-- Work item --
Lift out each line of the data that holds "東名高速道路".

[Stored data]
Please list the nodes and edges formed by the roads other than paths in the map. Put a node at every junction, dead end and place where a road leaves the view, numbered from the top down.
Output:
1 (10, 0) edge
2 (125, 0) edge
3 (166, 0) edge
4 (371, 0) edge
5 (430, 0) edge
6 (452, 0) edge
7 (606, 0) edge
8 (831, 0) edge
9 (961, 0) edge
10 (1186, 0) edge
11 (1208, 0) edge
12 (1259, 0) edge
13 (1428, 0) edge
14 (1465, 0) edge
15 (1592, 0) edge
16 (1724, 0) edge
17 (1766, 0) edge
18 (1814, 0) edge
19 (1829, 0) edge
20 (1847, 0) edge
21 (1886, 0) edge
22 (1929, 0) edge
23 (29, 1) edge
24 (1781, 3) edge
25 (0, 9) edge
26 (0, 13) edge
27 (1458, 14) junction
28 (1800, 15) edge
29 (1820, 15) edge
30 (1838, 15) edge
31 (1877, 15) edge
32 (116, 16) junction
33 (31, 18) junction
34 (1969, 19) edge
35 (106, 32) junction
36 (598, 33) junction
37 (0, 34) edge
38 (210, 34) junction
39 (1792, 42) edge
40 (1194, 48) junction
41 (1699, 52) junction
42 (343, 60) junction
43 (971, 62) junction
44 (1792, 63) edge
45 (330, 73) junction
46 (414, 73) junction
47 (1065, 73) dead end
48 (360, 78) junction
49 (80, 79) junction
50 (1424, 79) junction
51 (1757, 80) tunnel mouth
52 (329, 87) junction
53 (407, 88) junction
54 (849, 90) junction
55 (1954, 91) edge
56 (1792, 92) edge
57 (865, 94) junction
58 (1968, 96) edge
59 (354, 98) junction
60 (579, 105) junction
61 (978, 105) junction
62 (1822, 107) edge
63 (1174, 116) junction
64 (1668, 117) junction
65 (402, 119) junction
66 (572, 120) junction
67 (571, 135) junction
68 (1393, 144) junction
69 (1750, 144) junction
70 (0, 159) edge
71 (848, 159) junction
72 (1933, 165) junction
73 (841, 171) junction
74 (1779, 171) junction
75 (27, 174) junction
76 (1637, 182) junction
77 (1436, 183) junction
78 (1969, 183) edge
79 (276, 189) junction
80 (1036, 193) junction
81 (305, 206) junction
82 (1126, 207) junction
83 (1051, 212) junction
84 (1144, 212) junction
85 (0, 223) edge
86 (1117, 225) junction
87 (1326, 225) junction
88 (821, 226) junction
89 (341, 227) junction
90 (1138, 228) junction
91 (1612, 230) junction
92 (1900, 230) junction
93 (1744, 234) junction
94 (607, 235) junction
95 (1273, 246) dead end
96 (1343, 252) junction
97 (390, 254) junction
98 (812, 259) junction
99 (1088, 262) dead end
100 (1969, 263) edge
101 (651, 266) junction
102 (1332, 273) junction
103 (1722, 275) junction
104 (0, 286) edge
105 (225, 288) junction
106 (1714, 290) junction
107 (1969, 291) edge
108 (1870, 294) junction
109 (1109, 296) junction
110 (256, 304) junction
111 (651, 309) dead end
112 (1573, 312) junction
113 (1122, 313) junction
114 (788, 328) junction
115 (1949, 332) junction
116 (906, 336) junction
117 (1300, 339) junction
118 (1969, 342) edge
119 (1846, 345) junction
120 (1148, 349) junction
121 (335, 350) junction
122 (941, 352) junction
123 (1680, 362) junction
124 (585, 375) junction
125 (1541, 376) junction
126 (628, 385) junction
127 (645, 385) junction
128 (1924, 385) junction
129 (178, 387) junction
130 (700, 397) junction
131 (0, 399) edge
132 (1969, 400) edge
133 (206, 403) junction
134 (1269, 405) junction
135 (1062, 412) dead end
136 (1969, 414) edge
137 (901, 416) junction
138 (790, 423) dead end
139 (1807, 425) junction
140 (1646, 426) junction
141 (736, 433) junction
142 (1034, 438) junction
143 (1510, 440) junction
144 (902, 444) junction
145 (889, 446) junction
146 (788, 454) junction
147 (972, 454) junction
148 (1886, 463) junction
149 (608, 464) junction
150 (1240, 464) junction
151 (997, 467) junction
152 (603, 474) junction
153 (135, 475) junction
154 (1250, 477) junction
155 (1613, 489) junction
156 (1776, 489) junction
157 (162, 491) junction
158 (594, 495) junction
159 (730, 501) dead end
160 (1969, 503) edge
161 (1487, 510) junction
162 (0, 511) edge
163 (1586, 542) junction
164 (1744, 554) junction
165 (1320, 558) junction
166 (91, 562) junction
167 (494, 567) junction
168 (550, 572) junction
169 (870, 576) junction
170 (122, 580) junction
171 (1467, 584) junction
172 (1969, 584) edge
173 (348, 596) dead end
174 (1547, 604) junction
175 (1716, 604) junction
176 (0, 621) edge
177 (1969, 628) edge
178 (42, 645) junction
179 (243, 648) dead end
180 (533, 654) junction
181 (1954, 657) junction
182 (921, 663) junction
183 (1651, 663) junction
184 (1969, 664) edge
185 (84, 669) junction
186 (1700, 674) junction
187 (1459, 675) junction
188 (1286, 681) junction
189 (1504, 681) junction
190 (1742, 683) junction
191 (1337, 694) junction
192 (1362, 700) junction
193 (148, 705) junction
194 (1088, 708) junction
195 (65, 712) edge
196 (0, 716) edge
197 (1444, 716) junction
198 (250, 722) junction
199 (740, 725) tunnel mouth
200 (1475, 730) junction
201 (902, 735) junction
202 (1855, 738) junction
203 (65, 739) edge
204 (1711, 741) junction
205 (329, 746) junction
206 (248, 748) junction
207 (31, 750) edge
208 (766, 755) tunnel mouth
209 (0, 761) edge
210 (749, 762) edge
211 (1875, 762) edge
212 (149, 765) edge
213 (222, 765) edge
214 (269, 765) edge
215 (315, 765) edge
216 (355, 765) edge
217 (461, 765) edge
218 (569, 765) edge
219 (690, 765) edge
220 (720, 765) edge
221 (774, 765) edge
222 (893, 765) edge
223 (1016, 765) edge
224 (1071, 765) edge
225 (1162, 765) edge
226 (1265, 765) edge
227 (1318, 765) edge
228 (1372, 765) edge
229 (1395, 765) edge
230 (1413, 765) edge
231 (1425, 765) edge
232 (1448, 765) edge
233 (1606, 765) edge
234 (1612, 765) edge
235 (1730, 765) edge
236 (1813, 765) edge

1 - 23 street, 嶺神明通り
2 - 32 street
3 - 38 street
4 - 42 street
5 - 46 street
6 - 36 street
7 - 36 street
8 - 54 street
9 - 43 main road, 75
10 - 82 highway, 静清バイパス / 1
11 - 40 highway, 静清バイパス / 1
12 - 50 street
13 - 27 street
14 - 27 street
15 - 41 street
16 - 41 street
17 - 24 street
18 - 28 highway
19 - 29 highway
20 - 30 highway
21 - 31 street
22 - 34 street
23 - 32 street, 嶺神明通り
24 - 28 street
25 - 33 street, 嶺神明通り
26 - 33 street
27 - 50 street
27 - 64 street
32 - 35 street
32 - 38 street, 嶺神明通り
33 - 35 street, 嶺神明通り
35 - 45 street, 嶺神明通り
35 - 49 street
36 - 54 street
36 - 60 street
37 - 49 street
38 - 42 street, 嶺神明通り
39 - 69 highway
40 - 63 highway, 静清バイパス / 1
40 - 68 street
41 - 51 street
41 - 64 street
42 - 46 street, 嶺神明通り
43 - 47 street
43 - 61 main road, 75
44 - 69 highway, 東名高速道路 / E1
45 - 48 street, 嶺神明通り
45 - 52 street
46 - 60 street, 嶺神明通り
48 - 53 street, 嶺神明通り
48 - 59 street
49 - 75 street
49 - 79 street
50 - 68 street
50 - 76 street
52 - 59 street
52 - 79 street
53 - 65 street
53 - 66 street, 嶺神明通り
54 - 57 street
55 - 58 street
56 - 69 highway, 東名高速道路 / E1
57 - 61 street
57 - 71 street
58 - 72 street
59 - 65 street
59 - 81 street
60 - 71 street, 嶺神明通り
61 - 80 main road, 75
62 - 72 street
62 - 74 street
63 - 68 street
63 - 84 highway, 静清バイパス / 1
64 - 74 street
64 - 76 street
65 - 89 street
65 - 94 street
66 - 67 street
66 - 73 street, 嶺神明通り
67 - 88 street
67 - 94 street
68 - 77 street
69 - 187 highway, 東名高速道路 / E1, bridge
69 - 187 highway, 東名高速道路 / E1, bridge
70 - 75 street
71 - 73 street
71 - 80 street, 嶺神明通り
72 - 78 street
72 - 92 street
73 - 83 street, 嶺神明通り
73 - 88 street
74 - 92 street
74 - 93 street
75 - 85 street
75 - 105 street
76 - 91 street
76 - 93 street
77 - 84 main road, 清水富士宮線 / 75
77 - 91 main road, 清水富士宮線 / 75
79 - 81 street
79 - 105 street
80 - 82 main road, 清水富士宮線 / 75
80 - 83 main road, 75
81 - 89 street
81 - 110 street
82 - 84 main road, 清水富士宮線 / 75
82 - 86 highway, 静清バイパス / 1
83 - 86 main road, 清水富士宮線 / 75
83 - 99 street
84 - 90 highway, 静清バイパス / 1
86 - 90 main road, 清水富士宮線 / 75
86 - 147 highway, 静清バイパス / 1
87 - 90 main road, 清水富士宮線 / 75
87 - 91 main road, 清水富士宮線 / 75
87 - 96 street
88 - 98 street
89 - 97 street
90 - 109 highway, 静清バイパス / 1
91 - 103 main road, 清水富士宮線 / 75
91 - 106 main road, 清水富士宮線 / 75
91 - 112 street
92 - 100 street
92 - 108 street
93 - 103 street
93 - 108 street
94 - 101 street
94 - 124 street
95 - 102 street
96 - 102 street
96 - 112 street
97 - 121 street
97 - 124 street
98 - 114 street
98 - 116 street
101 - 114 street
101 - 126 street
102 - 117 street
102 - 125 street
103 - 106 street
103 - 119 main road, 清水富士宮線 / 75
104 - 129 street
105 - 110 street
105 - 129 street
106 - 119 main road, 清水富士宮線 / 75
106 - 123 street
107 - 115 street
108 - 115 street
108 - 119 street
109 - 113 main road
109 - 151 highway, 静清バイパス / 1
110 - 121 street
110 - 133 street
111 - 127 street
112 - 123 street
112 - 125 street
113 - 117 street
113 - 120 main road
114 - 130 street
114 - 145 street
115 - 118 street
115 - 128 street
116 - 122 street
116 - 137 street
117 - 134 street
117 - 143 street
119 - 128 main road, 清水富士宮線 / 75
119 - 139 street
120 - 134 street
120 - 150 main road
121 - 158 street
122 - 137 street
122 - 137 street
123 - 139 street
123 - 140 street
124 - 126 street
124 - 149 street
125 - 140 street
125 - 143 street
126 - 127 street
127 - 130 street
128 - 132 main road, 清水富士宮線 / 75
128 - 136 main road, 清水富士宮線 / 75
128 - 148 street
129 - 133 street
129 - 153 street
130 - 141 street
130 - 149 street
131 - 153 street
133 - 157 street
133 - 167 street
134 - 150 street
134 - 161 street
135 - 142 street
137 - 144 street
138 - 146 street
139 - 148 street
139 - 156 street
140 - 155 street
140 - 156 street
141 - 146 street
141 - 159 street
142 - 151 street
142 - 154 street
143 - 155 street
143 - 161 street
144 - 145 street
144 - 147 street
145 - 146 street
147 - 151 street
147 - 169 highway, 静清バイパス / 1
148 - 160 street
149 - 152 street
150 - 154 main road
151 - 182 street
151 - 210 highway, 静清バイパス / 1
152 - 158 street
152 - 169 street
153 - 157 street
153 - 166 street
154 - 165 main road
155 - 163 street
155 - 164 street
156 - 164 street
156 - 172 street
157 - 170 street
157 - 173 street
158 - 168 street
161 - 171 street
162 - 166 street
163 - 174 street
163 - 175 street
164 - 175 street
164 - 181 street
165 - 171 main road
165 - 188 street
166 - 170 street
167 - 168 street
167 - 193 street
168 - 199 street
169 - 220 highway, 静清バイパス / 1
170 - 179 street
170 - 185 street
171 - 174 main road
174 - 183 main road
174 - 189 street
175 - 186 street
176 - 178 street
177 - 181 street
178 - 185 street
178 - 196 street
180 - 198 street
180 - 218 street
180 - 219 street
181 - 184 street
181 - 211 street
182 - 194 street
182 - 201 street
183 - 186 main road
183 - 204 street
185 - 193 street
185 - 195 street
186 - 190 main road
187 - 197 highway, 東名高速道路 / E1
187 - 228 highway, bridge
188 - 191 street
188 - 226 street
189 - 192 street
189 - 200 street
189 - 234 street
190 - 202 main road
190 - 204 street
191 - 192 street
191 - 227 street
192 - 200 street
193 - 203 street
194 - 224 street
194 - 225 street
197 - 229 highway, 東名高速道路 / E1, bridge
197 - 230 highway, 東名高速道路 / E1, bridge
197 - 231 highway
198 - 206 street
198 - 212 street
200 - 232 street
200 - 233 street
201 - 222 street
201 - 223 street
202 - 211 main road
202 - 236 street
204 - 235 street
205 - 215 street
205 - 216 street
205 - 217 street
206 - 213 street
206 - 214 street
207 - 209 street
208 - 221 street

-- Solution to the problem --
44 - 69 highway, 東名高速道路 / E1
56 - 69 highway, 東名高速道路 / E1
69 - 187 highway, 東名高速道路 / E1, bridge
69 - 187 highway, 東名高速道路 / E1, bridge
187 - 197 highway, 東名高速道路 / E1
197 - 229 highway, 東名高速道路 / E1, bridge
197 - 230 highway, 東名高速道路 / E1, bridge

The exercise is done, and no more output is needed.